===== Records provided

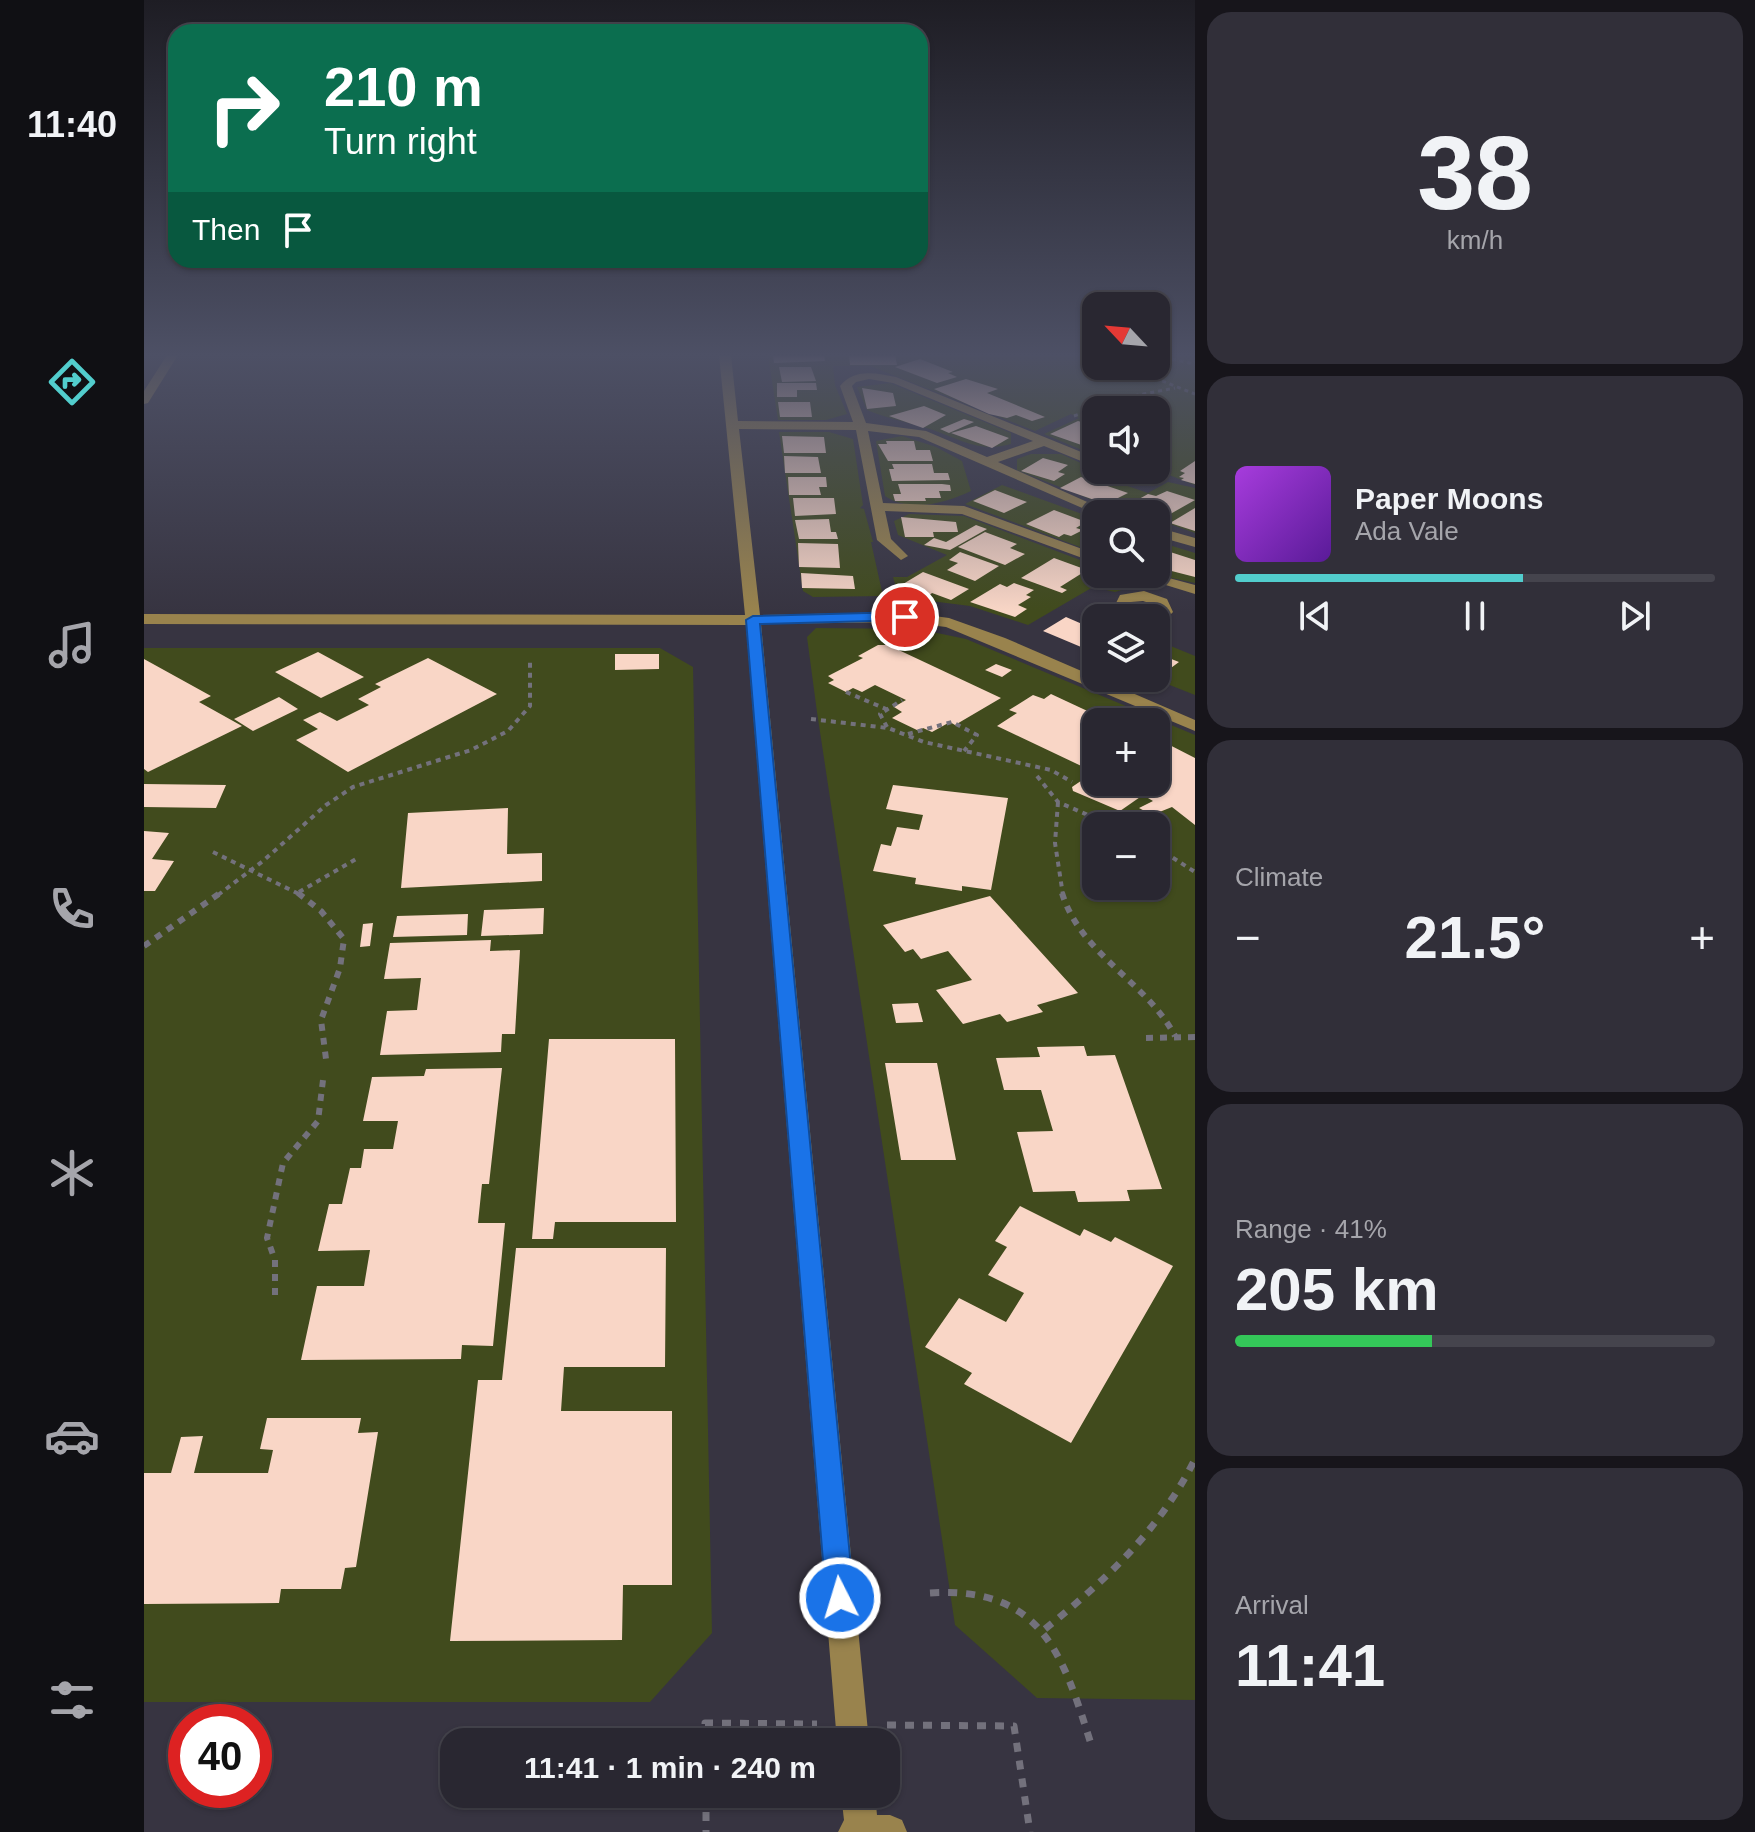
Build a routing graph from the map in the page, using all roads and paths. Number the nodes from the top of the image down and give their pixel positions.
1 (736, 440) edge
2 (864, 440) edge
3 (937, 440) edge
4 (1045, 441) joint
5 (1082, 457) edge
6 (986, 462) junction
7 (1082, 503) edge
8 (876, 507) junction
9 (1170, 535) edge
10 (1195, 543) edge
11 (1082, 554) edge
12 (901, 556) dead end
13 (1170, 584) edge
14 (1157, 588) edge
15 (1195, 590) edge
16 (1151, 598) dead end
17 (144, 619) edge
18 (753, 620) junction
19 (530, 661) dead end
20 (846, 692) dead end
21 (902, 700) dead end
22 (886, 709) junction
23 (811, 719) dead end
24 (1195, 726) edge
25 (888, 728) junction
26 (899, 732) junction
27 (964, 751) junction
28 (1037, 776) dead end
29 (1072, 782) dead end
30 (1058, 802) junction
31 (1082, 812) edge
32 (213, 852) dead end
33 (1170, 856) edge
34 (356, 859) dead end
35 (250, 871) junction
36 (1195, 872) edge
37 (299, 892) junction
38 (144, 946) edge
39 (1175, 1036) junction
40 (1195, 1037) edge
41 (1146, 1038) dead end
42 (326, 1059) dead end
43 (323, 1080) dead end
44 (275, 1295) dead end
45 (1195, 1459) edge
46 (930, 1593) dead end
47 (1045, 1629) junction
48 (852, 1728) edge
49 (1091, 1744) dead end
50 (706, 1808) edge
51 (859, 1808) edge
52 (706, 1832) edge
53 (855, 1832) edge
54 (862, 1832) edge
55 (890, 1832) edge

1 - 18 street
2 - 8 street
3 - 6 street
4 - 5 street
4 - 6 street
6 - 7 street
8 - 11 street
8 - 12 street
9 - 10 street
13 - 15 street
14 - 16 street
17 - 18 street
18 - 24 street
18 - 48 street
19 - 35 path
20 - 22 path
21 - 22 path
22 - 25 path
23 - 25 path
25 - 26 path
26 - 27 path
26 - 27 path
27 - 29 path
28 - 30 path
30 - 31 path
30 - 39 path
32 - 35 path
33 - 36 path
34 - 37 path
35 - 37 path
35 - 38 path
37 - 42 path
39 - 40 path
39 - 41 path
43 - 44 path
45 - 47 path
46 - 47 path
47 - 49 path
50 - 52 path
51 - 54 street
53 - 54 street
54 - 55 street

==========

▸ What is being asked
Write out the records above in full and exactly, with no pictures.

▸ Output for this exercise
Build a routing graph from the map in the page, using all roads and paths. Number the nodes from the top of the image down and give their pixel positions.
1 (736, 440) edge
2 (864, 440) edge
3 (937, 440) edge
4 (1045, 441) joint
5 (1082, 457) edge
6 (986, 462) junction
7 (1082, 503) edge
8 (876, 507) junction
9 (1170, 535) edge
10 (1195, 543) edge
11 (1082, 554) edge
12 (901, 556) dead end
13 (1170, 584) edge
14 (1157, 588) edge
15 (1195, 590) edge
16 (1151, 598) dead end
17 (144, 619) edge
18 (753, 620) junction
19 (530, 661) dead end
20 (846, 692) dead end
21 (902, 700) dead end
22 (886, 709) junction
23 (811, 719) dead end
24 (1195, 726) edge
25 (888, 728) junction
26 (899, 732) junction
27 (964, 751) junction
28 (1037, 776) dead end
29 (1072, 782) dead end
30 (1058, 802) junction
31 (1082, 812) edge
32 (213, 852) dead end
33 (1170, 856) edge
34 (356, 859) dead end
35 (250, 871) junction
36 (1195, 872) edge
37 (299, 892) junction
38 (144, 946) edge
39 (1175, 1036) junction
40 (1195, 1037) edge
41 (1146, 1038) dead end
42 (326, 1059) dead end
43 (323, 1080) dead end
44 (275, 1295) dead end
45 (1195, 1459) edge
46 (930, 1593) dead end
47 (1045, 1629) junction
48 (852, 1728) edge
49 (1091, 1744) dead end
50 (706, 1808) edge
51 (859, 1808) edge
52 (706, 1832) edge
53 (855, 1832) edge
54 (862, 1832) edge
55 (890, 1832) edge

1 - 18 street
2 - 8 street
3 - 6 street
4 - 5 street
4 - 6 street
6 - 7 street
8 - 11 street
8 - 12 street
9 - 10 street
13 - 15 street
14 - 16 street
17 - 18 street
18 - 24 street
18 - 48 street
19 - 35 path
20 - 22 path
21 - 22 path
22 - 25 path
23 - 25 path
25 - 26 path
26 - 27 path
26 - 27 path
27 - 29 path
28 - 30 path
30 - 31 path
30 - 39 path
32 - 35 path
33 - 36 path
34 - 37 path
35 - 37 path
35 - 38 path
37 - 42 path
39 - 40 path
39 - 41 path
43 - 44 path
45 - 47 path
46 - 47 path
47 - 49 path
50 - 52 path
51 - 54 street
53 - 54 street
54 - 55 street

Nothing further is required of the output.